Material for this exercise section start

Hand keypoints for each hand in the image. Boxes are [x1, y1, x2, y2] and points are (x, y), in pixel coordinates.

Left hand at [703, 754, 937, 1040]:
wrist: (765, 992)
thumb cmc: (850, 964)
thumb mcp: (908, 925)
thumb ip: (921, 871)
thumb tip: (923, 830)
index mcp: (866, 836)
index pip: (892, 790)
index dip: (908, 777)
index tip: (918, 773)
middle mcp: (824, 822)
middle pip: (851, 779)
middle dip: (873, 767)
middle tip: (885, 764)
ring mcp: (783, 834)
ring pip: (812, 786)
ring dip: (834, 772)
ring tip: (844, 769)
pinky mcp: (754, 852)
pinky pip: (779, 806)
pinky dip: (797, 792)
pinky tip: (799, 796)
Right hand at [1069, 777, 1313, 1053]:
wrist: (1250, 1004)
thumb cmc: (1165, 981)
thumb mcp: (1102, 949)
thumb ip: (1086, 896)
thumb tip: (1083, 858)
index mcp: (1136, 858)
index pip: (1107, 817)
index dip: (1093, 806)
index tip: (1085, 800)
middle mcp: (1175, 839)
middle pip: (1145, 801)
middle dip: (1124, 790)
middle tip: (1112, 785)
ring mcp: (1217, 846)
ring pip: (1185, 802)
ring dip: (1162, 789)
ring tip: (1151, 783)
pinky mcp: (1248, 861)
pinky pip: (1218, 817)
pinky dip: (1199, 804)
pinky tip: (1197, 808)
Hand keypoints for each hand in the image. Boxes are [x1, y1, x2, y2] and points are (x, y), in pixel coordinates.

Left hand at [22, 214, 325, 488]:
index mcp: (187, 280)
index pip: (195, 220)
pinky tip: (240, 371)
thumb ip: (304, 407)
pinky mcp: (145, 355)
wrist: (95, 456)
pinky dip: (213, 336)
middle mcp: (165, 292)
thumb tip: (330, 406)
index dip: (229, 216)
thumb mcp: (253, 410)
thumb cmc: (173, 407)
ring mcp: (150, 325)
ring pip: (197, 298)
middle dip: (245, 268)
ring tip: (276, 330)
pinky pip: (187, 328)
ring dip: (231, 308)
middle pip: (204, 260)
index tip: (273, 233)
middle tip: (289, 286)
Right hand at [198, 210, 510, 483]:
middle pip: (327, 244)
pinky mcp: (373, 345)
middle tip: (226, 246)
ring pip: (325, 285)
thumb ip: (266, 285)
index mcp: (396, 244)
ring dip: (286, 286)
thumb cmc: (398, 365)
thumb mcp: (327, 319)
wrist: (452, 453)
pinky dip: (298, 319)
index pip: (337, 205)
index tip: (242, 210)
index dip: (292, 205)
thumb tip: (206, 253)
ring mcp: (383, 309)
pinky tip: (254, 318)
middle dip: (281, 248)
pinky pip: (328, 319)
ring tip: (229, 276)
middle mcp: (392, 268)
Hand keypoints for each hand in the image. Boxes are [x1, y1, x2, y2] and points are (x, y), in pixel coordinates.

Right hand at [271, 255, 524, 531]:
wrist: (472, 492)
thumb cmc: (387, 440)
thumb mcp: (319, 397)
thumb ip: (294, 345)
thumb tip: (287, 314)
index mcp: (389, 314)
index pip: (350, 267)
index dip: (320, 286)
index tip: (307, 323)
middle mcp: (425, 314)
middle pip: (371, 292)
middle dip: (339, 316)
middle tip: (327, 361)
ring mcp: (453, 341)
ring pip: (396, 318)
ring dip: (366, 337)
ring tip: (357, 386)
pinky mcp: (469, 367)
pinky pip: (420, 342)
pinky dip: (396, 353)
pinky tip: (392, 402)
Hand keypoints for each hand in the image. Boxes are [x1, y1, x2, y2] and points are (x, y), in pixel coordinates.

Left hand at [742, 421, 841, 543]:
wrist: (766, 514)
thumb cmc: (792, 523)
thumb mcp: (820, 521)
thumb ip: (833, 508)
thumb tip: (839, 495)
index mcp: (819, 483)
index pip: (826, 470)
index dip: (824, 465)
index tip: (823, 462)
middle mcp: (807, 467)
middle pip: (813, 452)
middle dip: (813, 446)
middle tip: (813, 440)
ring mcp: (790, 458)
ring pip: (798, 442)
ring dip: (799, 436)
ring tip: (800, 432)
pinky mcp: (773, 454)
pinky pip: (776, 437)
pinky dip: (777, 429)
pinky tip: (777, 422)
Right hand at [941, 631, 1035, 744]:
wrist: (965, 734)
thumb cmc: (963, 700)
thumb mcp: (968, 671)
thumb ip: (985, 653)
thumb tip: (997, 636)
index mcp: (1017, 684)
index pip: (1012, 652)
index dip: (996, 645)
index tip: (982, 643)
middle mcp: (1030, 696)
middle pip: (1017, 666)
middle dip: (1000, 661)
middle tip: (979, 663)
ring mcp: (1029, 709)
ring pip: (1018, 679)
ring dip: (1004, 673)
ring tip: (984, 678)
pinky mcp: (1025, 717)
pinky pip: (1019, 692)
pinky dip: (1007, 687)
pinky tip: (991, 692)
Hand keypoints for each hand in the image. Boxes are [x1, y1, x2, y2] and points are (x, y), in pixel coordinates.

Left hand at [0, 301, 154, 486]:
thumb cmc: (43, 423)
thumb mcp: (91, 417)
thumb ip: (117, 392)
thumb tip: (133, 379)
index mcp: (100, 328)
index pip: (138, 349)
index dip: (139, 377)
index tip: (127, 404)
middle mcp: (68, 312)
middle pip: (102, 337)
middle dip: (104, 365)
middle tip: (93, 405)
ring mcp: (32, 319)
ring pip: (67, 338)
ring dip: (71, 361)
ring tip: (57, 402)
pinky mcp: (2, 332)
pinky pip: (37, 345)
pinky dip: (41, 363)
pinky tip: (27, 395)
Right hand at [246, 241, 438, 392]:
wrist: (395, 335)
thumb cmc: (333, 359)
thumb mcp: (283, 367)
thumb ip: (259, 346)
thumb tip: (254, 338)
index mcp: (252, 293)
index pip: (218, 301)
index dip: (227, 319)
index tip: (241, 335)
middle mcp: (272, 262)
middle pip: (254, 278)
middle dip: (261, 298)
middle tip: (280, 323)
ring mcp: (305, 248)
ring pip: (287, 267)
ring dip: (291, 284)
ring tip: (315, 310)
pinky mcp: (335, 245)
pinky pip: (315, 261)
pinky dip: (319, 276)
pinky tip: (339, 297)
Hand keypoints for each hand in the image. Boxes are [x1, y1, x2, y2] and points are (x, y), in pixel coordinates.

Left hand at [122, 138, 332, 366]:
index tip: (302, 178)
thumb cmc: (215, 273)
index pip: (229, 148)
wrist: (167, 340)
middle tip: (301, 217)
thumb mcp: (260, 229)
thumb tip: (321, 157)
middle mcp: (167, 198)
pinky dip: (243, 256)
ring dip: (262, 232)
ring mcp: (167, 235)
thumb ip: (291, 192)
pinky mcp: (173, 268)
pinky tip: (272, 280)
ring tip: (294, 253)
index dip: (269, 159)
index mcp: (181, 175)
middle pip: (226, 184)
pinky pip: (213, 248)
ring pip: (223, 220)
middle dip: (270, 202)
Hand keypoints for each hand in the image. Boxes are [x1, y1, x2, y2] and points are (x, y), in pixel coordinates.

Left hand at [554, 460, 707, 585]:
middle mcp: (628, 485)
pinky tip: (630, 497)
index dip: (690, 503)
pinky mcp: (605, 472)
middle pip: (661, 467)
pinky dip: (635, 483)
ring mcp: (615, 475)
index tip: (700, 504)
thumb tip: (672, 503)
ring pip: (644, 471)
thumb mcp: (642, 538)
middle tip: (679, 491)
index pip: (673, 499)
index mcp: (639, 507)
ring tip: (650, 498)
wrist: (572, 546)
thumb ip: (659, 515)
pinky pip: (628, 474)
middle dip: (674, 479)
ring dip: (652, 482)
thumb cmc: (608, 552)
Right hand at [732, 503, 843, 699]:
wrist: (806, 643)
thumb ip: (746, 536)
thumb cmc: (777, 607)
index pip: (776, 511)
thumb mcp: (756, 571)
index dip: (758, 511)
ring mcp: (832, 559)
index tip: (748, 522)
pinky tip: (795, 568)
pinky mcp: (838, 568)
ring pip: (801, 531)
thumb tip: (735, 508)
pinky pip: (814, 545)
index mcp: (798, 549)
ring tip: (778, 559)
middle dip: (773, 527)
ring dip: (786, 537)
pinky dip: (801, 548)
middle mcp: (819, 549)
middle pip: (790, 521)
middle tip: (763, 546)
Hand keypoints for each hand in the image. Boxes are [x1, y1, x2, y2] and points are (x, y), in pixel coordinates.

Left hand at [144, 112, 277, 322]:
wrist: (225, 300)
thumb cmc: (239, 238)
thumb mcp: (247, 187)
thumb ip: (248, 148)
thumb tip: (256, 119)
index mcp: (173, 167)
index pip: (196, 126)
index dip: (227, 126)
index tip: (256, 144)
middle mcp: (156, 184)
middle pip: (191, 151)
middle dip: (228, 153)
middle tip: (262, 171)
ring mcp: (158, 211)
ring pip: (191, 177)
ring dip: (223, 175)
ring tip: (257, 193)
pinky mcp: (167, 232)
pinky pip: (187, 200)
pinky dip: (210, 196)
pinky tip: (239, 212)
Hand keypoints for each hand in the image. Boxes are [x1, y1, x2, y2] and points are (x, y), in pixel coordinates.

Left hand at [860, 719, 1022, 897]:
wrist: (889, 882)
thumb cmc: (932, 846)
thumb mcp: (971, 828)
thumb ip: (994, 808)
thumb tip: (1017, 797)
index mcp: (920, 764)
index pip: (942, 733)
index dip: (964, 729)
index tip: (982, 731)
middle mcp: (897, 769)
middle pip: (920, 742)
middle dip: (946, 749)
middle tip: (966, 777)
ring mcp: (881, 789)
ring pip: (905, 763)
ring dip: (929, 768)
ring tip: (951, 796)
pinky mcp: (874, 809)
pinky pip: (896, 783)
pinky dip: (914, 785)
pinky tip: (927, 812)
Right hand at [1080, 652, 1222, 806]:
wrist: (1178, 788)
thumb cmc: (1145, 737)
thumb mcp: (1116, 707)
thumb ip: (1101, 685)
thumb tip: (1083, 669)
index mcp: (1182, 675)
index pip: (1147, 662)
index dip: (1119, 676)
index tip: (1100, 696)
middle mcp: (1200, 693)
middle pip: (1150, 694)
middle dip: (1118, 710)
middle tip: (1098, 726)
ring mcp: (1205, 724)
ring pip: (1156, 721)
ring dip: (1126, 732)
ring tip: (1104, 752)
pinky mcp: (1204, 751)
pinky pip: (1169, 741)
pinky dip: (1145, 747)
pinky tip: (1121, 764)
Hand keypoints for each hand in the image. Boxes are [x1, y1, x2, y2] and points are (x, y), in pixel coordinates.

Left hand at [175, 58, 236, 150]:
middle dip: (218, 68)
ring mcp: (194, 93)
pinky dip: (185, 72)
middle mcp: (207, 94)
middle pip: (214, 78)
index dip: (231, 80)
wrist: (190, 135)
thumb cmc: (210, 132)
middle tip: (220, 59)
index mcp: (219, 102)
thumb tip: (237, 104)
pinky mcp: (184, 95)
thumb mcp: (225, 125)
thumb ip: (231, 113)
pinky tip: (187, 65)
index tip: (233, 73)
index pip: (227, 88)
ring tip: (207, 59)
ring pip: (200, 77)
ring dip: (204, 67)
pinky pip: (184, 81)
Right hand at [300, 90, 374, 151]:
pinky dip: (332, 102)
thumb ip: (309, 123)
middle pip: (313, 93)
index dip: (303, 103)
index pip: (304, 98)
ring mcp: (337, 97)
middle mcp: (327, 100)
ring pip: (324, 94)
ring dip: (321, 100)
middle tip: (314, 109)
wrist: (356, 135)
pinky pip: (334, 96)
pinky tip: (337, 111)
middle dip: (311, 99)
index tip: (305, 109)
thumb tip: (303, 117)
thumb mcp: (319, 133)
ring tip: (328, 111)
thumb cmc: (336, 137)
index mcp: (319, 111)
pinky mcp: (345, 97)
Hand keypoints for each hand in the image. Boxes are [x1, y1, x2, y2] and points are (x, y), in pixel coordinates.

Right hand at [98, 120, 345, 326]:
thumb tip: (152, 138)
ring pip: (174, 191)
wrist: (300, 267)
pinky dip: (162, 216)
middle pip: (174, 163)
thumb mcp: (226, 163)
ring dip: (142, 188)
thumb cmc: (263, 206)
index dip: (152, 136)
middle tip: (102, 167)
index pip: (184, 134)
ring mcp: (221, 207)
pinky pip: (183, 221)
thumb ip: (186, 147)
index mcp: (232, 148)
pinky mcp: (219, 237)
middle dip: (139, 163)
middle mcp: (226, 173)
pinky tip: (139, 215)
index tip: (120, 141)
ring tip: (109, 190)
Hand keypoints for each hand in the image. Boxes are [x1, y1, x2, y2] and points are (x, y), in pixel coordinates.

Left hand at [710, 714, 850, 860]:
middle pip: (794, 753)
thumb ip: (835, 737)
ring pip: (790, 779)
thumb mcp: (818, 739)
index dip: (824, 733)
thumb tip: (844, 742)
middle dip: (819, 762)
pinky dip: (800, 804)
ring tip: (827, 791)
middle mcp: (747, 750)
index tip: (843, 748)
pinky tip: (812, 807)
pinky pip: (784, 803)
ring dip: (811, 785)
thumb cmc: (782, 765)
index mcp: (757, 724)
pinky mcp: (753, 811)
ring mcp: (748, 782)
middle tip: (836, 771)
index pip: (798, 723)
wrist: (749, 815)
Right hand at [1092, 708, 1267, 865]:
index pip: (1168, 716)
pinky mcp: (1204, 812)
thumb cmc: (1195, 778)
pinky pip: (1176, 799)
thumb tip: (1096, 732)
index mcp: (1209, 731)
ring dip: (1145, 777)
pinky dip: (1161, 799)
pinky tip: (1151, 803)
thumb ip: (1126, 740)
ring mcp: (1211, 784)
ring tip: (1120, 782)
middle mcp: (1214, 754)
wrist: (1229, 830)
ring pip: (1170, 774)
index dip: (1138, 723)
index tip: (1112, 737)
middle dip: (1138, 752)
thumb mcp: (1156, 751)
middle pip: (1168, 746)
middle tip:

Material for this exercise section end

→ Goal of the exercise
Repeat only the lines above, from the first line of the entries through the line that contains "index dip: (229, 216)", including both ends.

→ Expected answer
Hand keypoints for each hand in the image. Boxes are [x1, y1, x2, y2] and points are (x, y), in pixel coordinates.

Left hand at [703, 754, 937, 1040]:
wrist: (765, 992)
thumb cmc: (850, 964)
thumb mcp: (908, 925)
thumb ip: (921, 871)
thumb tip: (923, 830)
index mcp: (866, 836)
index pip: (892, 790)
index dip: (908, 777)
index tip: (918, 773)
middle mcp: (824, 822)
middle pip: (851, 779)
middle dip: (873, 767)
middle tip: (885, 764)
ring mcp: (783, 834)
ring pip: (812, 786)
ring dip: (834, 772)
ring tip: (844, 769)
pinky mcp: (754, 852)
pinky pip: (779, 806)
pinky dip: (797, 792)
pinky tip: (799, 796)
Right hand at [1069, 777, 1313, 1053]:
wrist: (1250, 1004)
thumb cmc: (1165, 981)
thumb mcp: (1102, 949)
thumb ip: (1086, 896)
thumb tip: (1083, 858)
index mcp: (1136, 858)
index pip: (1107, 817)
index dip: (1093, 806)
index tip: (1085, 800)
middle mcp: (1175, 839)
middle pip: (1145, 801)
middle dip: (1124, 790)
middle tip: (1112, 785)
ring mcp: (1217, 846)
ring pip: (1185, 802)
ring dip: (1162, 789)
ring tip: (1151, 783)
pinky mcp: (1248, 861)
pinky pip: (1218, 817)
pinky dip: (1199, 804)
pinky tip: (1197, 808)
Hand keypoints for each hand in the image. Boxes are [x1, y1, x2, y2] and points are (x, y), in pixel coordinates.

Left hand at [22, 214, 325, 488]:
index mcp: (187, 280)
index pip: (195, 220)
pinky tip: (240, 371)
thumb ip: (304, 407)
pinky mcp: (145, 355)
wrist: (95, 456)
pinky dip: (213, 336)
middle mcp: (165, 292)
thumb tip: (330, 406)
index dip: (229, 216)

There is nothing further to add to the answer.